◆ ACTIVITY:
In the entries that follow, find every line containing "Pontiac" and copy it.

==== PROVIDED ENTRIES ====

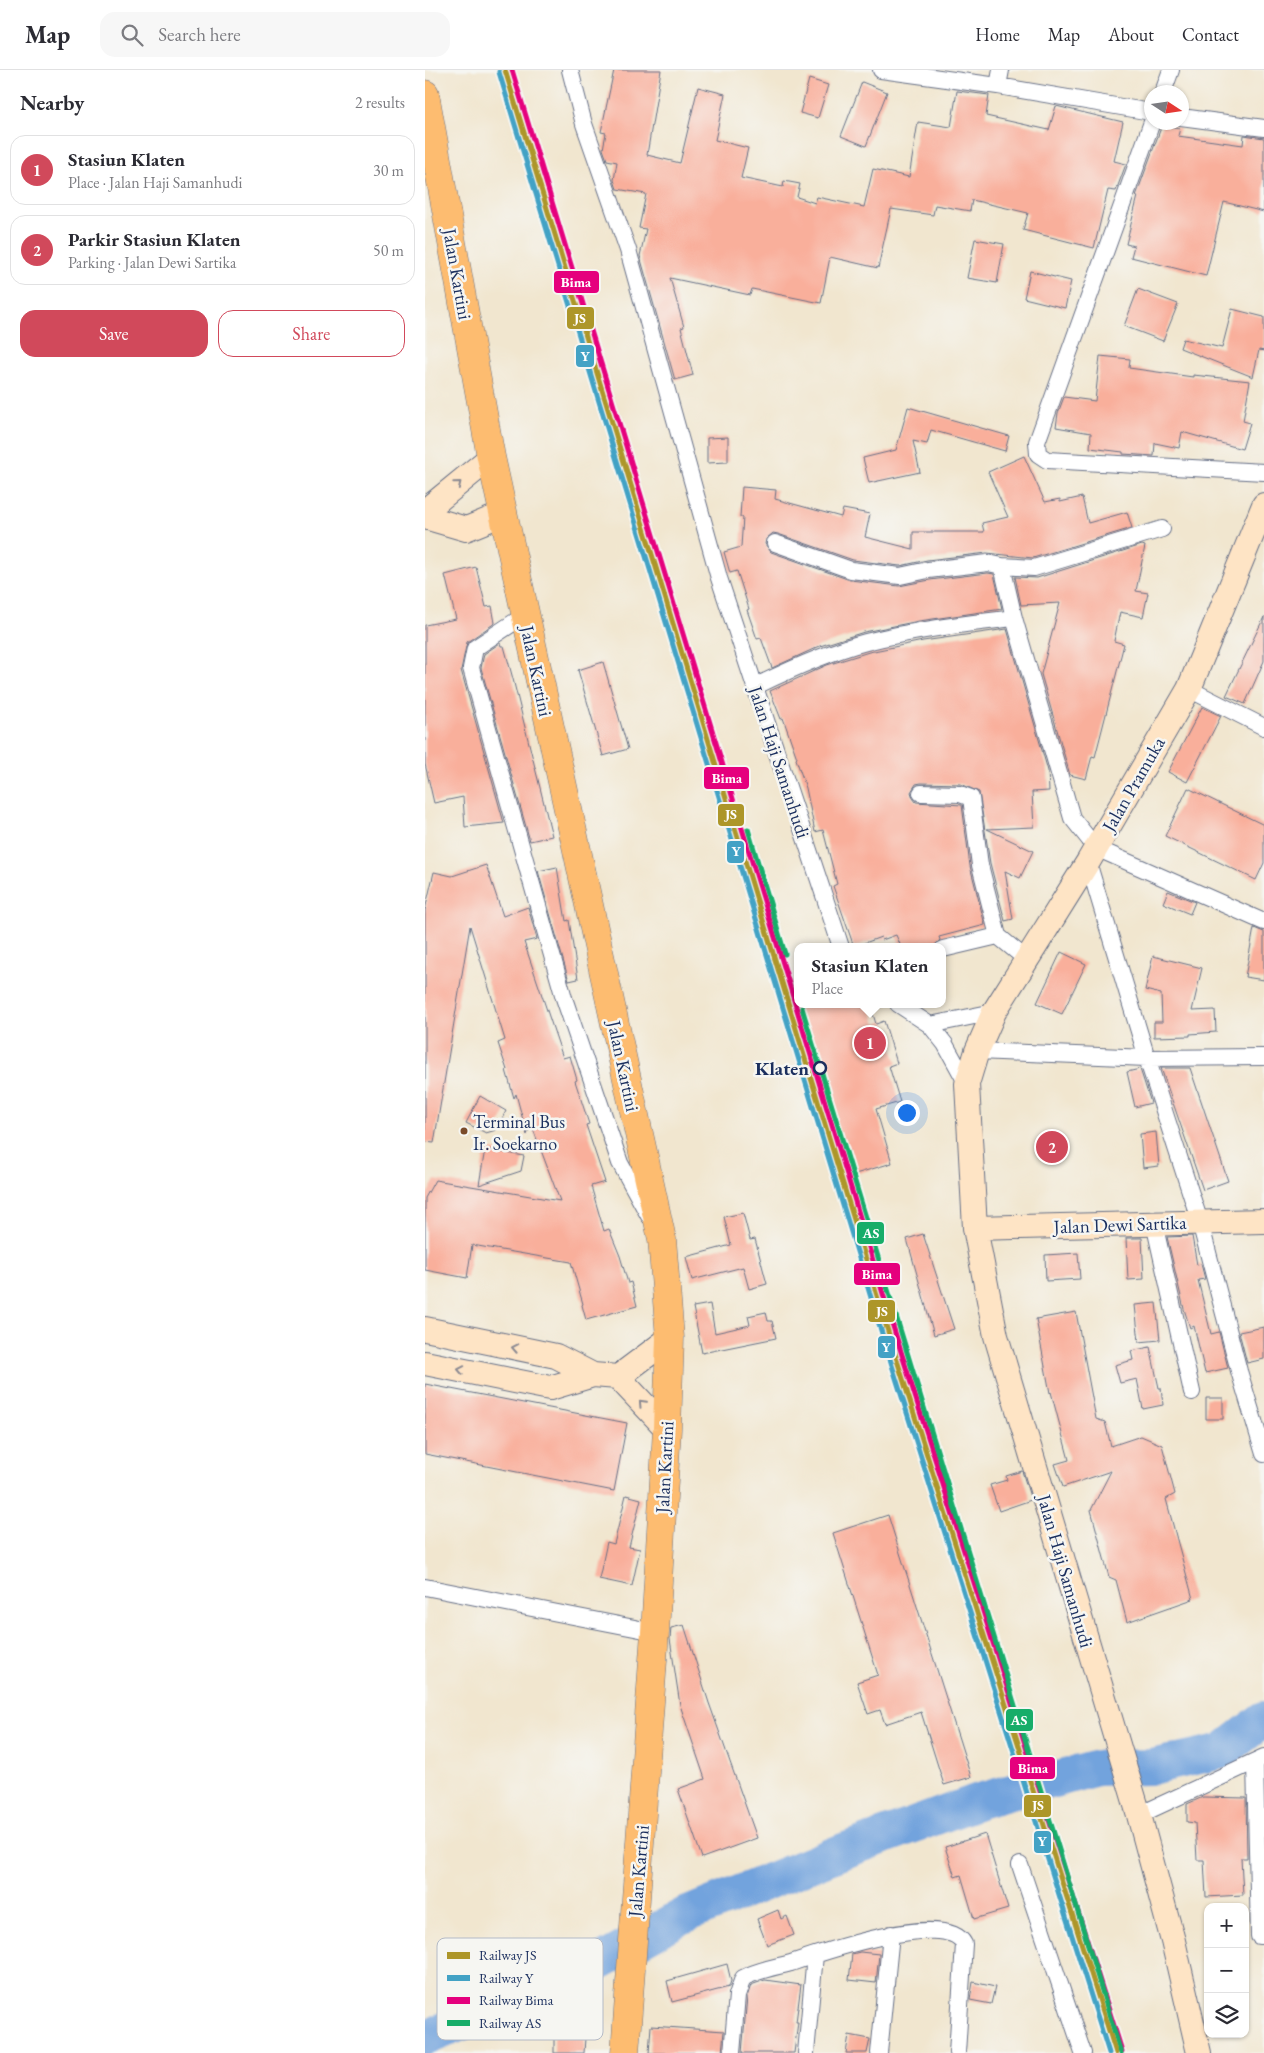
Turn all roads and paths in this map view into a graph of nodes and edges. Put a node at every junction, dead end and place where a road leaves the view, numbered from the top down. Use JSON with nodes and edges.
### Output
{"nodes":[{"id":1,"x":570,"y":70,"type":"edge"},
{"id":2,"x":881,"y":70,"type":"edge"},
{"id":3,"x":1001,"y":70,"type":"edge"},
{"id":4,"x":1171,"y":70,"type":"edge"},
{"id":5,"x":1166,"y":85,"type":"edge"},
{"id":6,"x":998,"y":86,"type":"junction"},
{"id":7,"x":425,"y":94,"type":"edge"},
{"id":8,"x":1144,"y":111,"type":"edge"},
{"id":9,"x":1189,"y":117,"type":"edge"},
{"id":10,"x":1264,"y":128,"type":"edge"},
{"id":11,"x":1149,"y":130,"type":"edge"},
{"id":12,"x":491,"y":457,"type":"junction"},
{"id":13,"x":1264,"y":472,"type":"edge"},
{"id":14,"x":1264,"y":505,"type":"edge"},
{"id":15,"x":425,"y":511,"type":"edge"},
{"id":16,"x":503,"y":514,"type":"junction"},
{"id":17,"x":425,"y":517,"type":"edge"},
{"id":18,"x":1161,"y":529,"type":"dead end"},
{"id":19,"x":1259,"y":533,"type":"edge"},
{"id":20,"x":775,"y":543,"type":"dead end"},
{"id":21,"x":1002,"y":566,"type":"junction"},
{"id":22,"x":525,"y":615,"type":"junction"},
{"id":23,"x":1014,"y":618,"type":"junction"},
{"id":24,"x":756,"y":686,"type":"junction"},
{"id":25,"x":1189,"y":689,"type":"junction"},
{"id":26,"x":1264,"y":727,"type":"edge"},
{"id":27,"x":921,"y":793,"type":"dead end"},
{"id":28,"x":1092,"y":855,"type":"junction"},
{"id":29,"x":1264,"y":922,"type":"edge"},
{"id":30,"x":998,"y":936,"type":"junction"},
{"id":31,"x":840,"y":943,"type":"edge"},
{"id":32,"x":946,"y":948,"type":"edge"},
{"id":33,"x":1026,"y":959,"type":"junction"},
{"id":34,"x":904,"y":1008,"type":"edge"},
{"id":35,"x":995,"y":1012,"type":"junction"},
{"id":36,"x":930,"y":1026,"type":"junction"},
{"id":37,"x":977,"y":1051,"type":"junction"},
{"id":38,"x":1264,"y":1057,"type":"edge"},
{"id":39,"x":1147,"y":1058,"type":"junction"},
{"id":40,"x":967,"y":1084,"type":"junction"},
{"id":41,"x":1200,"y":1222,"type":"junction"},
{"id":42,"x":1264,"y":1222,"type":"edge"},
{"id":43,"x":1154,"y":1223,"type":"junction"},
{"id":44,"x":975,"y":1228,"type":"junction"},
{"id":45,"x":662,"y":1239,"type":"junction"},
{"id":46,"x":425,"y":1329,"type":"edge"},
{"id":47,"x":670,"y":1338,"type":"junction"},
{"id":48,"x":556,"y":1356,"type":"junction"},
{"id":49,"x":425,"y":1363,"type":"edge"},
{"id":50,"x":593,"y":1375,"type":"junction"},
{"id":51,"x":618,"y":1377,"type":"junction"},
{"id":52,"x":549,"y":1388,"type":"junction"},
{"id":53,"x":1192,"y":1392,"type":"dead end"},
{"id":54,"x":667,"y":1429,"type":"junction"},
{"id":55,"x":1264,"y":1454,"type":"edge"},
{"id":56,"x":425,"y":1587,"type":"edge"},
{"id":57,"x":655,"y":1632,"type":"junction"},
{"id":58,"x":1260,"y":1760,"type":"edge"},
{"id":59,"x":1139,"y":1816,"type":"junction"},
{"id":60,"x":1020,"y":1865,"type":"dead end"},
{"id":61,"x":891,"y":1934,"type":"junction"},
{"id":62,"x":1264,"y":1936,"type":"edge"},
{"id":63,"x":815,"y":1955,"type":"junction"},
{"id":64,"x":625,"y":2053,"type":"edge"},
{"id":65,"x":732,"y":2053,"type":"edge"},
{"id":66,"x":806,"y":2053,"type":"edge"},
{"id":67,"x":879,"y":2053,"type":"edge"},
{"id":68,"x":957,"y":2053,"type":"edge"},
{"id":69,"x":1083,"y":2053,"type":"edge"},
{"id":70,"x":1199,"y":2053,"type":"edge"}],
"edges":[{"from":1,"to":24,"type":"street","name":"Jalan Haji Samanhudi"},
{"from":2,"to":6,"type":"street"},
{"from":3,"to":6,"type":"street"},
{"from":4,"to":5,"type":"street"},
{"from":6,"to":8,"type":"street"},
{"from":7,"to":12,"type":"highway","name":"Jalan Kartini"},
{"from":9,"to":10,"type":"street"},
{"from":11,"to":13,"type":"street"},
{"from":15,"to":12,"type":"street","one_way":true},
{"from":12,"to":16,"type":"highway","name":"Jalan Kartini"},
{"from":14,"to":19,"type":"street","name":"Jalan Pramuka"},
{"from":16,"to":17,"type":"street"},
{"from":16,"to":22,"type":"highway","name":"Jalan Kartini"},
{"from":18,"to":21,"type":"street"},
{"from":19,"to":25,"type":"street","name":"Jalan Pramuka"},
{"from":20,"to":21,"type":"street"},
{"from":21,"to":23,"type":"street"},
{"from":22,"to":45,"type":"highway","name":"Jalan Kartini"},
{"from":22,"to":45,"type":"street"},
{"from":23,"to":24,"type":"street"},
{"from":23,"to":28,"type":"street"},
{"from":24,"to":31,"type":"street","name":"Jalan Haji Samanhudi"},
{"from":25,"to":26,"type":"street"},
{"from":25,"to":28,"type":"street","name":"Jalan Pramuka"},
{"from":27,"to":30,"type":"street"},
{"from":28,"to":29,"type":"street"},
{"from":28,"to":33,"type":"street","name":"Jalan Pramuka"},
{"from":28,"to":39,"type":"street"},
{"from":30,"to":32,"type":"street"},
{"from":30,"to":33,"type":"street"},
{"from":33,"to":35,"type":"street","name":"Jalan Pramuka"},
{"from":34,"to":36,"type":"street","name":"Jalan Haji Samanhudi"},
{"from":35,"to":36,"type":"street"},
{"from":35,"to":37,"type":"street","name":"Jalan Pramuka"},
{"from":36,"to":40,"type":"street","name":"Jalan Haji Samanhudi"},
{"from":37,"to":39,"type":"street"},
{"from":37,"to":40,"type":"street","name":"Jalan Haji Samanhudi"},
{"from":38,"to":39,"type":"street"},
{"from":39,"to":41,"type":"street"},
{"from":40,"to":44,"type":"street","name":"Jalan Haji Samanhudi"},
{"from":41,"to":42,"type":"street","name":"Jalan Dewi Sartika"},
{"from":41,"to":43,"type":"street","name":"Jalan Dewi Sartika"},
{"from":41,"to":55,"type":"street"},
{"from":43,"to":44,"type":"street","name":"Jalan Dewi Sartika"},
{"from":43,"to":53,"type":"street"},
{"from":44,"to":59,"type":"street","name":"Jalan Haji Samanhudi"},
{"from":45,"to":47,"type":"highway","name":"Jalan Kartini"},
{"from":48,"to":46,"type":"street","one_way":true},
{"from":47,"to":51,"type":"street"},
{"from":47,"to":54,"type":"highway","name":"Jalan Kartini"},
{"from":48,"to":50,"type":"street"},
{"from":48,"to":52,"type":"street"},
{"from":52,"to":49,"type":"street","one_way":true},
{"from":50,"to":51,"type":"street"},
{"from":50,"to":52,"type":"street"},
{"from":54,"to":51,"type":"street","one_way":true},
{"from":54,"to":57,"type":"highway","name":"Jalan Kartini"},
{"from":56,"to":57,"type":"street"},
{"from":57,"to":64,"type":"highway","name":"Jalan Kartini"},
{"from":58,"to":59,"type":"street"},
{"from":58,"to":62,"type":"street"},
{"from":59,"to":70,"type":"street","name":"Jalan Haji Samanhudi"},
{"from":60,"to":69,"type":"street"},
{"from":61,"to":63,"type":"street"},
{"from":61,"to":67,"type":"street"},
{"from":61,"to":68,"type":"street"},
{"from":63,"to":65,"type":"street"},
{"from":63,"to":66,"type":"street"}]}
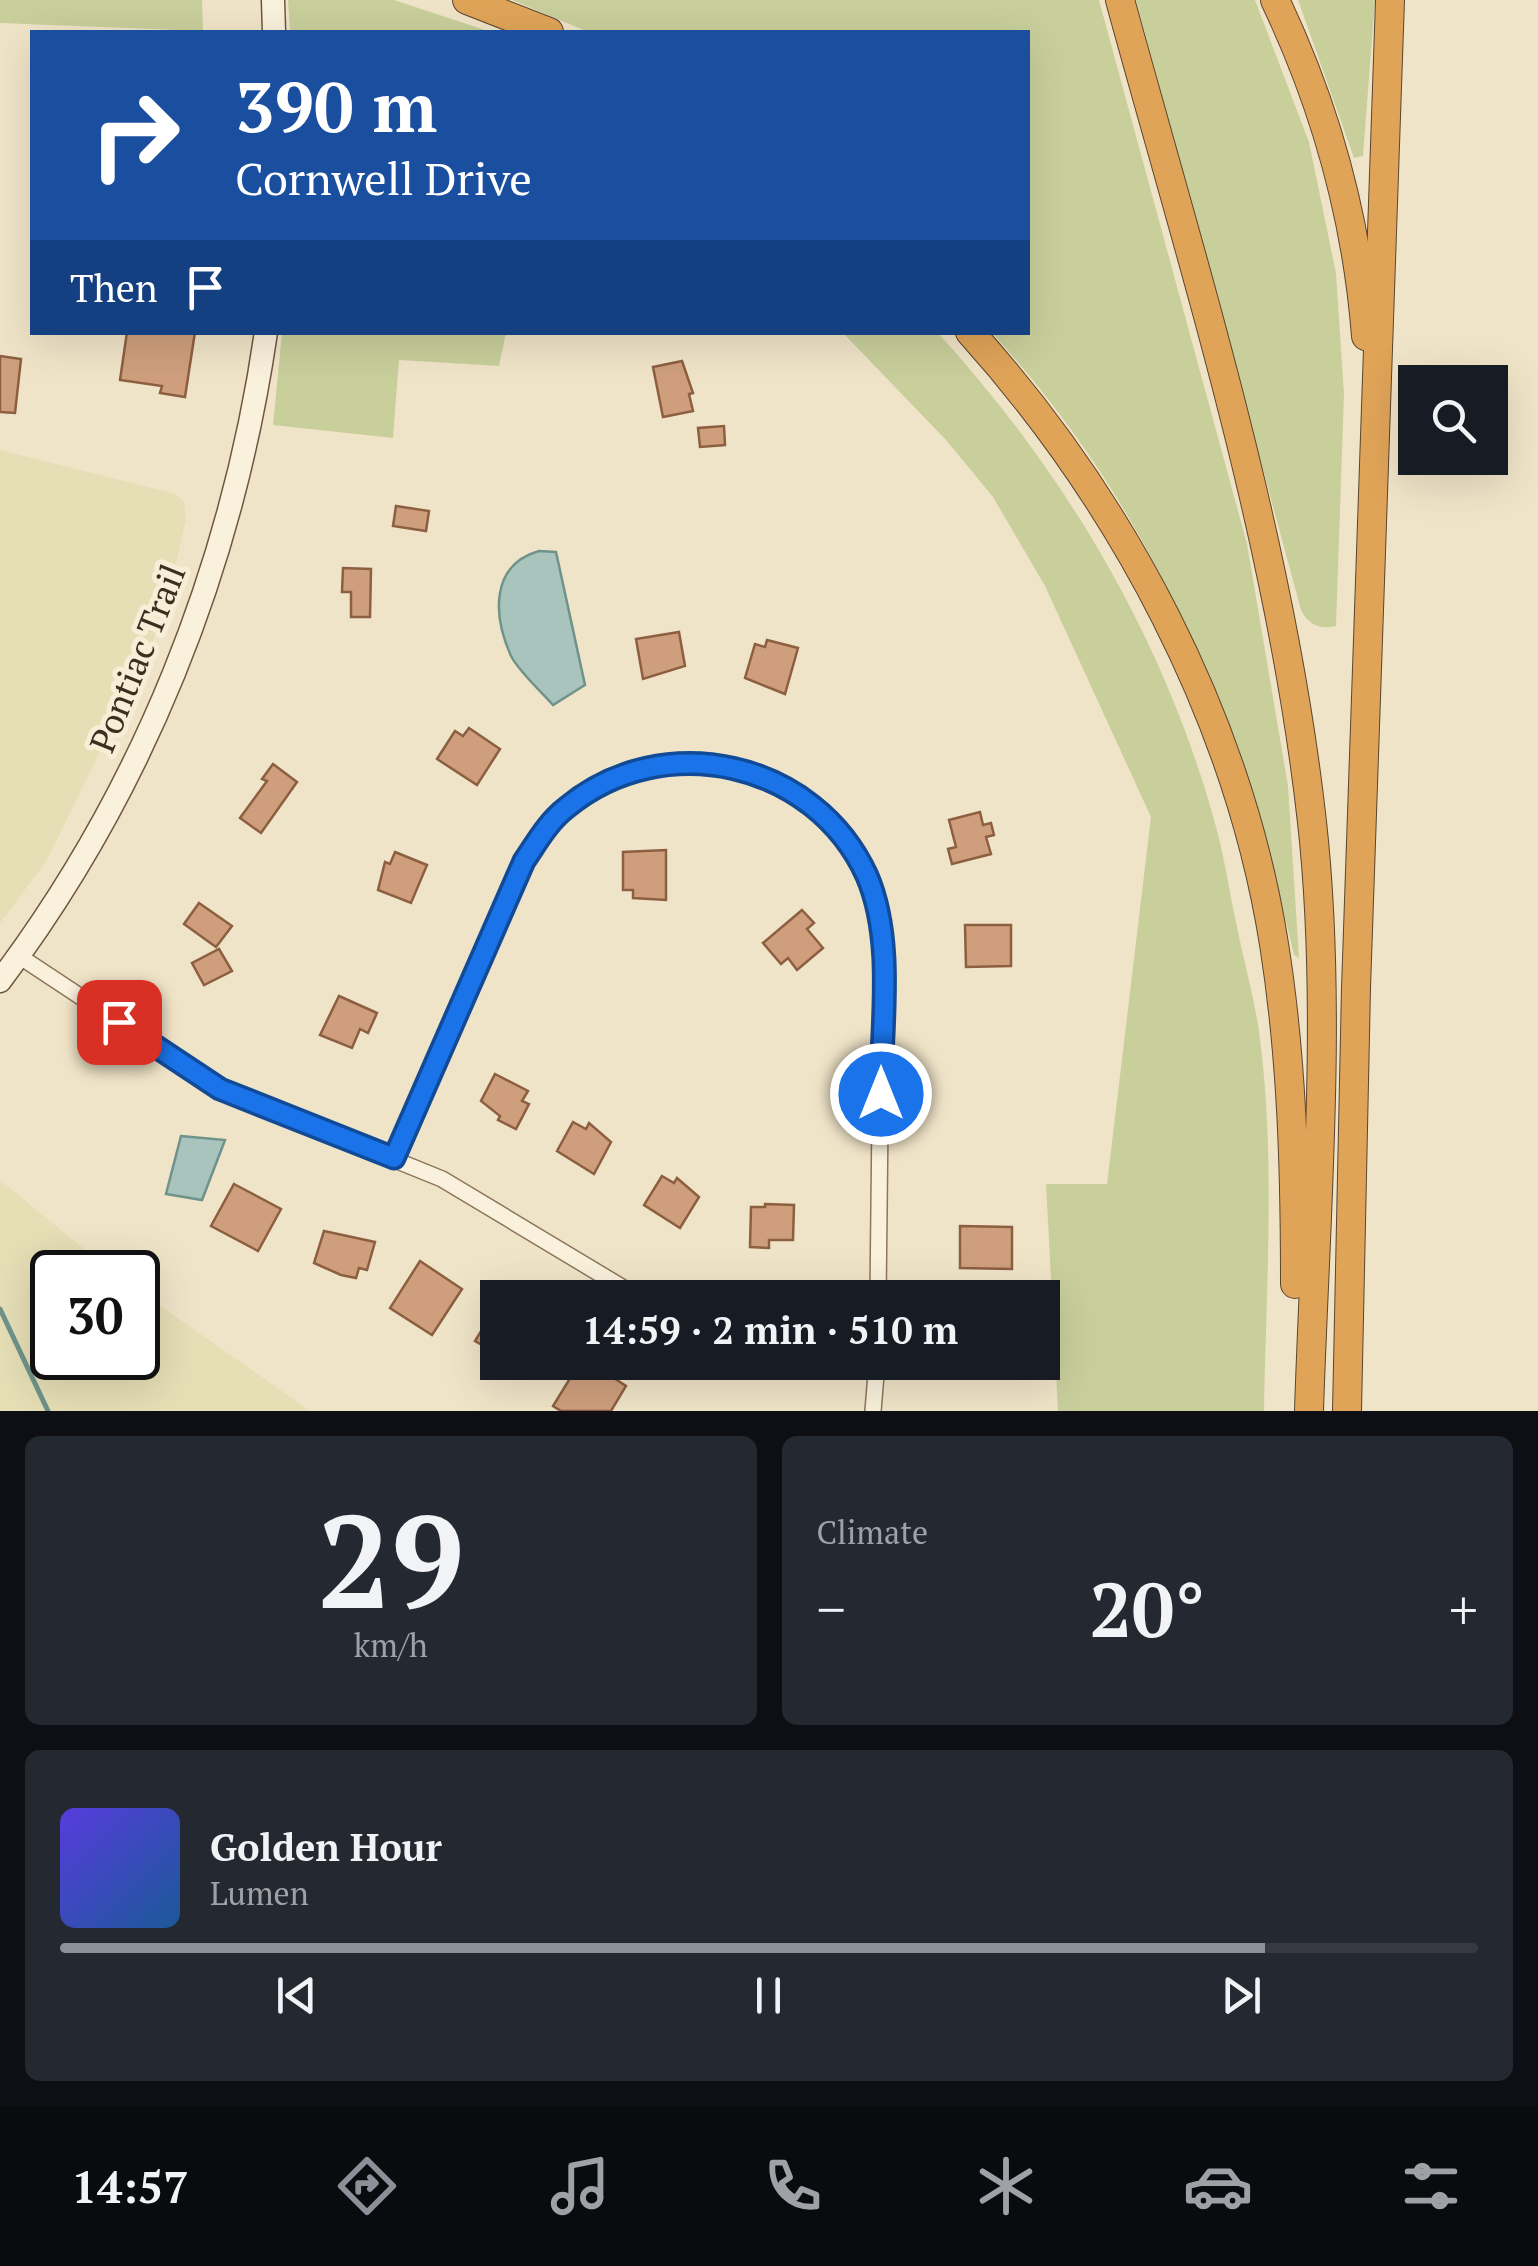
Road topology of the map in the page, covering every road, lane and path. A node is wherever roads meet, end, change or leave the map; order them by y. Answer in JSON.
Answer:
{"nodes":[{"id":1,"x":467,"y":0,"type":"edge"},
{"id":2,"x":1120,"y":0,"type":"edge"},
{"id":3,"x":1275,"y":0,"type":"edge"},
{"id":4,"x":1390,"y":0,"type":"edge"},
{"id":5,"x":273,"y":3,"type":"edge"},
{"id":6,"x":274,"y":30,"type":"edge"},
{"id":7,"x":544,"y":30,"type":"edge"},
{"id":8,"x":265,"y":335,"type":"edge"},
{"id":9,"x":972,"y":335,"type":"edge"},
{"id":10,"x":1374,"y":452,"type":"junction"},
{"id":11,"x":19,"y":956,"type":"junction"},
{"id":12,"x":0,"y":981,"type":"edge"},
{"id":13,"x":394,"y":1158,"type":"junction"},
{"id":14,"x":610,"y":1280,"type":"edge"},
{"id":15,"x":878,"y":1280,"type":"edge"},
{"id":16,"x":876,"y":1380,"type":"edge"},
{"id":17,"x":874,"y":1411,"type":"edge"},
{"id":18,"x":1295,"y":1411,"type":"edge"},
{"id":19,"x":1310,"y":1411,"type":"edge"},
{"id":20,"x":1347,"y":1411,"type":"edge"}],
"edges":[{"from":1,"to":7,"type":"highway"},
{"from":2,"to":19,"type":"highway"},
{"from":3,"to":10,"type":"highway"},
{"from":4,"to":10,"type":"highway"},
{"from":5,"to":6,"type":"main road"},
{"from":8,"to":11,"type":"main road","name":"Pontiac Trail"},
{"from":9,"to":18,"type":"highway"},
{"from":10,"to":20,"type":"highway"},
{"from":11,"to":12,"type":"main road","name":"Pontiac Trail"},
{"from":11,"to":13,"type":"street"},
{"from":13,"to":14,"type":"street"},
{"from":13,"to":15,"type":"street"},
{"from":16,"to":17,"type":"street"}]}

====

◆ ANSWER TO THE PROBLEM:
{"from":8,"to":11,"type":"main road","name":"Pontiac Trail"},
{"from":11,"to":12,"type":"main road","name":"Pontiac Trail"},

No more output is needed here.